I have been thinking about me and the internet. The blogs I follow, the tweets I see, the information that comes to me through this medium. I wonder if it is too much sometimes. If some of my “knowing too much” problem comes from what I am allowing in, without even realizing it’s happening.
What’s funny is that I am pretty choosy about what I look at on the internet. I have a hard time not reading what is in front of me (actually, it’s pretty near impossible. Lots of hand-flapping and the visual equivalent of “la-la-la I can’t hear you!” happens when I try) and once I have read/seen something, I have a very hard time un-reading/seeing it. For this reason, I don’t follow media websites, I don’t follow people who radiate drama or negativity, if I start reading a site and realize it doesn’t resonate with me, I stop and delete it from my saved pages. I rarely read comments on other sites. However, I do read the personal stories/blogs of some very good people and I find, like most people who read the stories of strangers, that I get caught up in them. I love the ordinary things they write about. I enjoy finding commonalities. Usually, I tend to follow pretty evenly-keeled people, so I find it a positive experience, one I can even learn from. I rejoice in their happiness and I feel for them in times of sadness. I worry for them when things are rough. And sometimes, when they have a crisis, I think, “That’s a thing? Like that can actually happen? Could that happen to me?” It’s silly, I know, because it is rare and random, but hard when there seems to be a number of people (albeit, still rare and random when the whole of the population is considered) who chime in with “OMG, me too!” I know I shouldn’t take it on and yet I have a hard time shaking it off sometimes.

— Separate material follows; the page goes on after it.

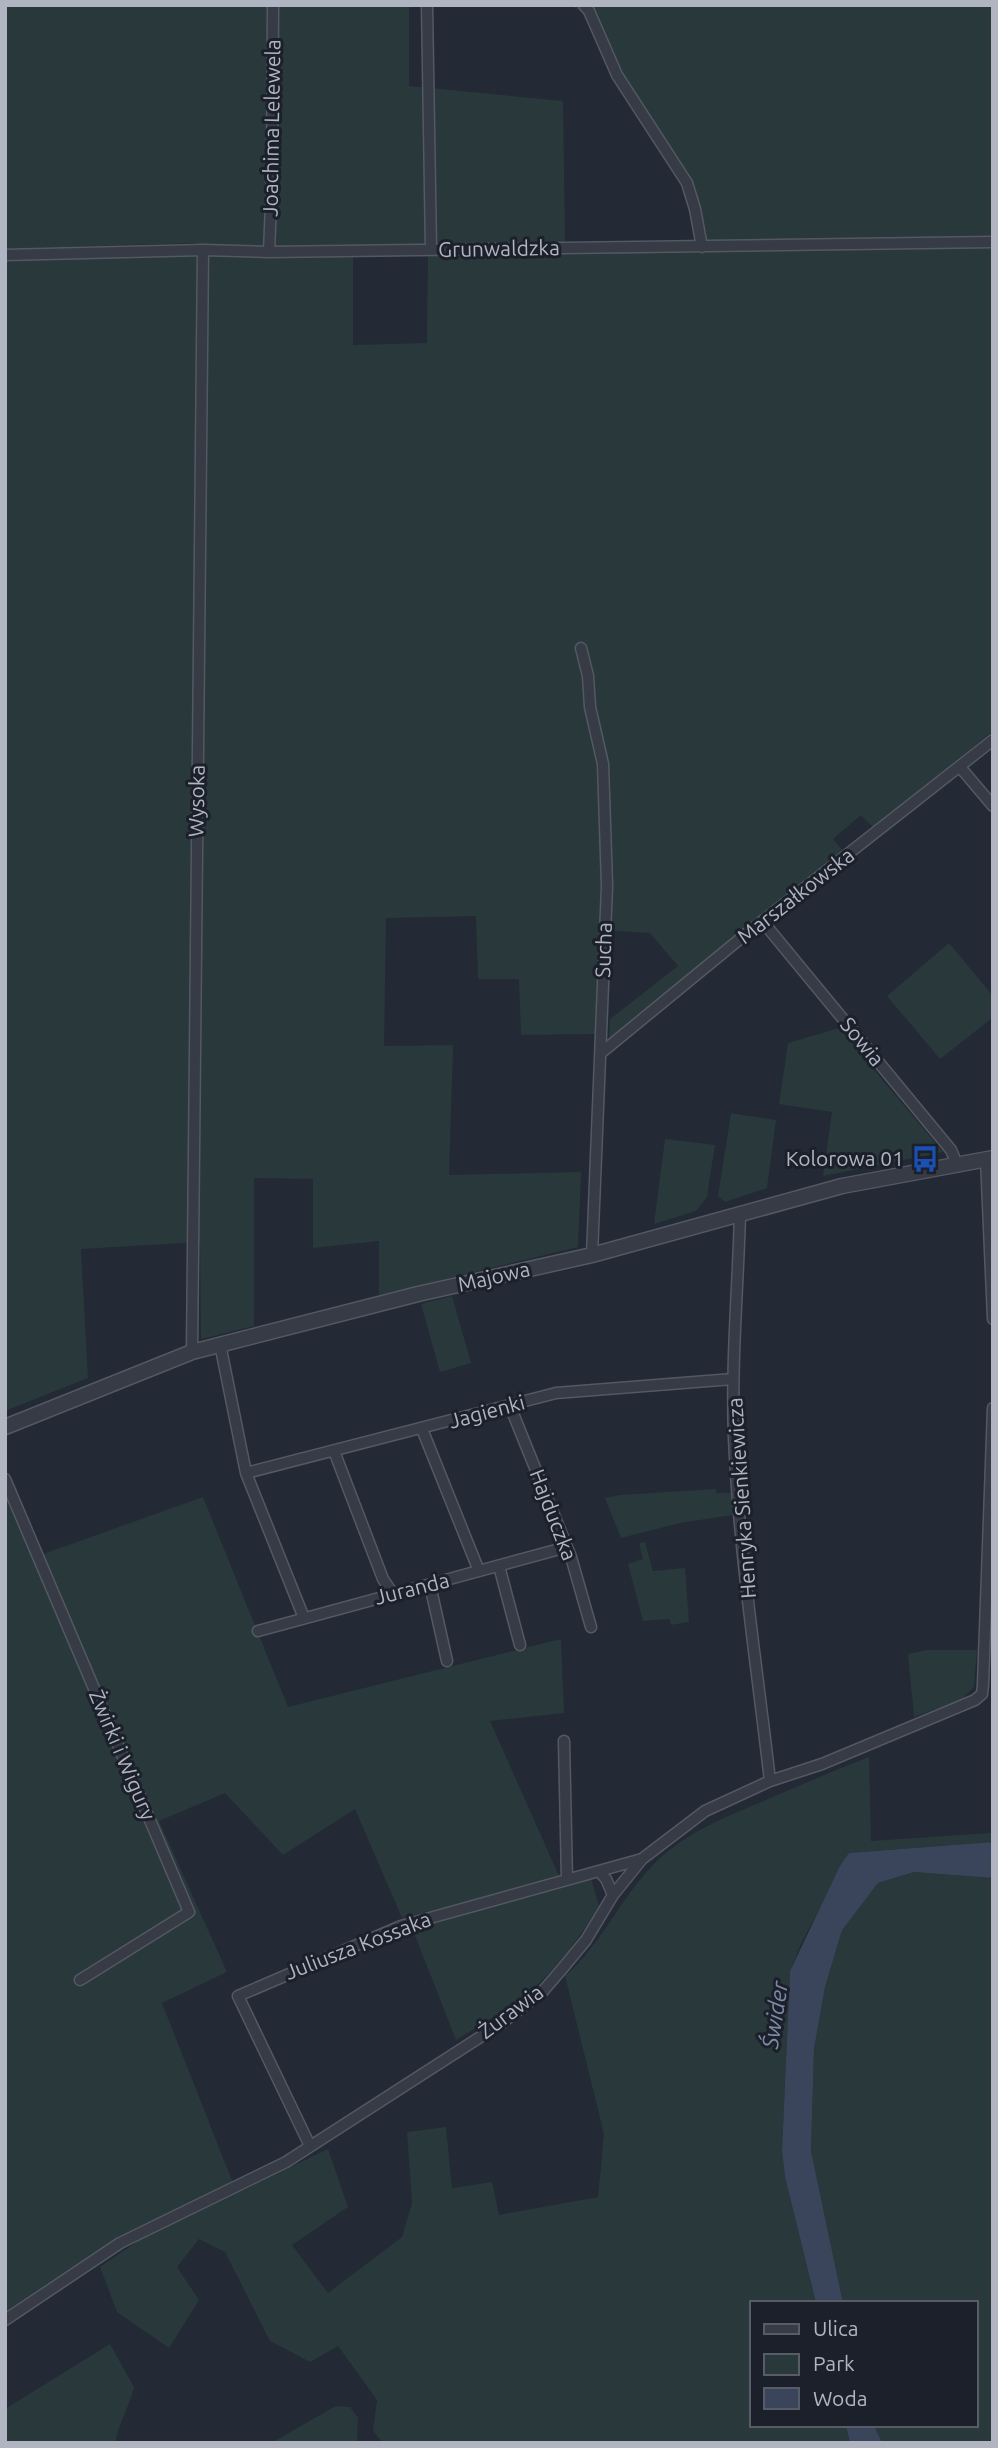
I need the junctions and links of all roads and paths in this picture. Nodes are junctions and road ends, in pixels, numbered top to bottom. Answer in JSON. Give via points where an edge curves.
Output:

Ironically, I can’t stand soap operas. Or most shows on TV. I think I drive my family a bit bonkers, because I actually find it a bit difficult to be within earshot of the news or the plethora of police-based dramas, or other dramas where people seem to be out to get each other every week (what is with these shows?). I used to think that this was so different and I was so above all that, but I’ve since realized that I’m the same. It is only my chosen media that is different.
But, my brain is full. With my job being the way it is and having family and friends that I care deeply about, I am already caught up in the daily dealings of many people’s lives (this is before checking Facebook, even), and while it is certainly not up to me how their lives work out and how they get on with things, I spend my days listening to a lot of stuff. Some days, I just can’t listen to any more. I can’t watch the news at night; sometimes people get the short shrift if they want to tell me about their friend’s cousin’s aunt who has something truly horrible happen to her and they can’t wait to tell me. I swear, people seem to seek me out for this sort of stuff and I would like them to stop it already; but I also wonder, if I weren’t contributing to some of this bombardment, would I have more patience?
I don’t know where this line of thinking is going. I will fully admit that I really like the internet and I don’t think it’s practical in this day and age to give it up entirely, but I wonder if there is further culling I can do. Maybe limit some things to “real life” friends only. Really, I don’t have access to any non-professional sites at all at work, so I have a mini-internet-break every day. I don’t plan on quitting this anytime soon, even though it looks like every post might just be the last. I wonder if there are other ways to halt the overload. I wonder if I can turn myself into one of those people who things roll off. I wonder if there is a way for me to be able to listen, yet be separate at the same time. I hope so. This didn’t used to be so hard. Maybe people have quotas? Who knows.
Anyway, just thinking out loud. I’m working on it.